Deployment

Covers ZooKeeper deployment requirements and setup: supported platforms, system requirements, clustered multi-server ensemble configuration, and single-server developer setup.

This section contains information about deploying Zookeeper and covers these topics:

The first two sections assume you are interested in installing ZooKeeper in a production environment such as a datacenter. The final section covers situations in which you are setting up ZooKeeper on a limited basis - for evaluation, testing, or development - but not in a production environment.

System Requirements

Supported Platforms

ZooKeeper consists of multiple components.
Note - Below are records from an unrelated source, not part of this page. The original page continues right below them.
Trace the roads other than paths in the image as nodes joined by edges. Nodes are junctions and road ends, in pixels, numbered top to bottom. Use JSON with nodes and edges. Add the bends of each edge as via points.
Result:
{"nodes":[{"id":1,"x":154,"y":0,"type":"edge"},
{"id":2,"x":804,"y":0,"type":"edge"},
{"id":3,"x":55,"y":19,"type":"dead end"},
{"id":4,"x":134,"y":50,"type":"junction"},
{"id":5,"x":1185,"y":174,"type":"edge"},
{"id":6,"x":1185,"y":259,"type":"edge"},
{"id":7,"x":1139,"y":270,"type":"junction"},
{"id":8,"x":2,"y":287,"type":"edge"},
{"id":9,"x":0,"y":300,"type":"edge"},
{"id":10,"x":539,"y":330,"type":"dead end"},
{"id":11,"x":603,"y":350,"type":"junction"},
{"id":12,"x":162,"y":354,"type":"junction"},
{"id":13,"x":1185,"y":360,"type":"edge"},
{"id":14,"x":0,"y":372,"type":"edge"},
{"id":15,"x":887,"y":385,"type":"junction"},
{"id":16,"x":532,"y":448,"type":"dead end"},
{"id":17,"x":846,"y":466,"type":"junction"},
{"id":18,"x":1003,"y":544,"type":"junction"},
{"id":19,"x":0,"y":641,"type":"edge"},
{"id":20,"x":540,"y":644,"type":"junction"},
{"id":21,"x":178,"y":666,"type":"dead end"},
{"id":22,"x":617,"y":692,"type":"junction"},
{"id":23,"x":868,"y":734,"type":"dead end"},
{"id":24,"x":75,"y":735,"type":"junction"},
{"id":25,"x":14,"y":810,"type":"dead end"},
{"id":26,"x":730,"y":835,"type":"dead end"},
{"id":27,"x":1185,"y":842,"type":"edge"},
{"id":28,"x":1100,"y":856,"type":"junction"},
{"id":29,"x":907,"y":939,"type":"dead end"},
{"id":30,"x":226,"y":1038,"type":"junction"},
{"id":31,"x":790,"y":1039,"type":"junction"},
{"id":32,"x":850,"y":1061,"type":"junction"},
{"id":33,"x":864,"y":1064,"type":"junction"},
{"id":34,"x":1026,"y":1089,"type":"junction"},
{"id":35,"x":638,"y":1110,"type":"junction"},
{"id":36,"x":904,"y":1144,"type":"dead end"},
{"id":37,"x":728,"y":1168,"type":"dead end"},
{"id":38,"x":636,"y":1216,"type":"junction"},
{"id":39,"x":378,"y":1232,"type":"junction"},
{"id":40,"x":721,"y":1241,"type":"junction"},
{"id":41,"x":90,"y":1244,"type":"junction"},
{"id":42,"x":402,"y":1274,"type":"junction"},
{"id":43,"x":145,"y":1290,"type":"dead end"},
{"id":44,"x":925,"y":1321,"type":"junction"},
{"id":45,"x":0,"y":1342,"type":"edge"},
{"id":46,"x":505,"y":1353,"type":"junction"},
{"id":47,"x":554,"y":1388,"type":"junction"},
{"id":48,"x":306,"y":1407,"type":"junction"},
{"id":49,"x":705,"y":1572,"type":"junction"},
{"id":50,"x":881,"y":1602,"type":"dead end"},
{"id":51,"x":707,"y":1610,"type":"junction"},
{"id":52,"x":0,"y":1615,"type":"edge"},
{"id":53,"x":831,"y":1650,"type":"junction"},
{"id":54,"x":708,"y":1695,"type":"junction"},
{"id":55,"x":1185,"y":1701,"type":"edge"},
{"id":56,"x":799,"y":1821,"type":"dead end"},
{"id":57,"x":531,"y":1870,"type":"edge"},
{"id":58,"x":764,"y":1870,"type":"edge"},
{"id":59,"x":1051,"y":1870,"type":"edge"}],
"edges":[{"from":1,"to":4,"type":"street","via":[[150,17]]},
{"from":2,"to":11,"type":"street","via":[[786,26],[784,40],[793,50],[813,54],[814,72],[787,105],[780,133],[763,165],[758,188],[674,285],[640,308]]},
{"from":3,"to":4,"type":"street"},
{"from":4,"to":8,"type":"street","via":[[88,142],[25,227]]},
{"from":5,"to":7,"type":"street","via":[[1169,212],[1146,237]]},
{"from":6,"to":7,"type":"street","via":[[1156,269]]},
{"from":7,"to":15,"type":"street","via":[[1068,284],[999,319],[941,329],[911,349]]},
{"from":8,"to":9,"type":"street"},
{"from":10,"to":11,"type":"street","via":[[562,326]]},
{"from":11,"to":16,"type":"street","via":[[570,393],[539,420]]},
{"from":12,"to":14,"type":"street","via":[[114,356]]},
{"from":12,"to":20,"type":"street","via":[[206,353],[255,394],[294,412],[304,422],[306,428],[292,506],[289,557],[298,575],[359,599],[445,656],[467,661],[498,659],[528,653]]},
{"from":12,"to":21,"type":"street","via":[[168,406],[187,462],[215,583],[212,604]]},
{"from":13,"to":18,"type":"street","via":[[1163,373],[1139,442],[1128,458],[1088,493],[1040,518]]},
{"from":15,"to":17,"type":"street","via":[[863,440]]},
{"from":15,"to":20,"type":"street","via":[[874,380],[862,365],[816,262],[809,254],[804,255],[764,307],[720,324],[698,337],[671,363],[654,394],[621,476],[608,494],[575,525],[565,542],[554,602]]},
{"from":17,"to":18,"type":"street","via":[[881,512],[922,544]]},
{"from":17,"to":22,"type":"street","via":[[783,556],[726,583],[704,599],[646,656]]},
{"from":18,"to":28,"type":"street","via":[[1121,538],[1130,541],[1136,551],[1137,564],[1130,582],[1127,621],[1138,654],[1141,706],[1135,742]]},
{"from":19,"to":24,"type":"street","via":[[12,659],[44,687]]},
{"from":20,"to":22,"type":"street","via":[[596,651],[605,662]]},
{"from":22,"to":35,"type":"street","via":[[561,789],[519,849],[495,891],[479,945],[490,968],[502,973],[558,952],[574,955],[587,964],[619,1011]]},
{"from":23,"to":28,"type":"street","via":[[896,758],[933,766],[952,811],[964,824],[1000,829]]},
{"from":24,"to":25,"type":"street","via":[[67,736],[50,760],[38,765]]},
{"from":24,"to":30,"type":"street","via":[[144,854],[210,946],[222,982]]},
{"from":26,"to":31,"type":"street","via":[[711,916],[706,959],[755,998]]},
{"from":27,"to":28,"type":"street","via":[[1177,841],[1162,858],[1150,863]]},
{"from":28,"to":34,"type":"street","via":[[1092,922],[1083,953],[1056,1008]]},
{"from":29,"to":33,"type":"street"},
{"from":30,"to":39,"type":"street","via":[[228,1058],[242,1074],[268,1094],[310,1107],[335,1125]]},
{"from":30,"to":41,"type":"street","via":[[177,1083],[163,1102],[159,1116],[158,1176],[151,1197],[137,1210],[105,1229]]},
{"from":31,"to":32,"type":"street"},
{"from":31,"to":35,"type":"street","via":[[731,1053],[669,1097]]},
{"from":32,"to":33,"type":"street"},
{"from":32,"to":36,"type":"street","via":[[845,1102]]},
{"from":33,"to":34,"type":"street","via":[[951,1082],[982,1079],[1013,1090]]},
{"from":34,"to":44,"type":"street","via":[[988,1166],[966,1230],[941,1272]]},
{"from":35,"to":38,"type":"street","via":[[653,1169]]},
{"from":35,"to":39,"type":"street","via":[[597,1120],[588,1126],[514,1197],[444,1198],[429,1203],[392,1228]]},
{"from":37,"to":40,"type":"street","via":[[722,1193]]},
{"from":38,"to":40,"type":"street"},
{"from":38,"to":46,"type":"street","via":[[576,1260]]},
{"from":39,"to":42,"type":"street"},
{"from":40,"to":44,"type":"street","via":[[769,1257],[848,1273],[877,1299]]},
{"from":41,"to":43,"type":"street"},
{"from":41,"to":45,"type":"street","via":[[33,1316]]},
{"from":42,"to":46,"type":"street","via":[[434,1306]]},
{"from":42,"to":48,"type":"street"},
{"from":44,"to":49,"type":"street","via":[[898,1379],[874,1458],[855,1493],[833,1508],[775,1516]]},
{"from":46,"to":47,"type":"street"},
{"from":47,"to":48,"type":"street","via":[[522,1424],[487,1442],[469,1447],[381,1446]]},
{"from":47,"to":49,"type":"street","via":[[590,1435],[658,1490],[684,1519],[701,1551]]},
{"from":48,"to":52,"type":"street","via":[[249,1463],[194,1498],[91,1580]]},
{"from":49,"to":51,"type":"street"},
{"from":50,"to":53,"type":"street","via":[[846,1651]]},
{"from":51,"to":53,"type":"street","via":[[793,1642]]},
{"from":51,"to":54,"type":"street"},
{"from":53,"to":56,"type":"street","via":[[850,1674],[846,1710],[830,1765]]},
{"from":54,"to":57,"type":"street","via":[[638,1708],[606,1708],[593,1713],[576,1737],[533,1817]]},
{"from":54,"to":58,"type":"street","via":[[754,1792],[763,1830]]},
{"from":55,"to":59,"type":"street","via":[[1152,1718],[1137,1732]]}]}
Some components are supported broadly, and other components are supported only on a smaller set of platforms.

Client is the Java client library, used by applications to connect to a ZooKeeper ensemble.
Server is the Java server that runs on the ZooKeeper ensemble nodes.
Native Client is a client implemented in C, similar to the Java client, used by applications to connect to a ZooKeeper ensemble.
Contrib refers to multiple optional add-on components.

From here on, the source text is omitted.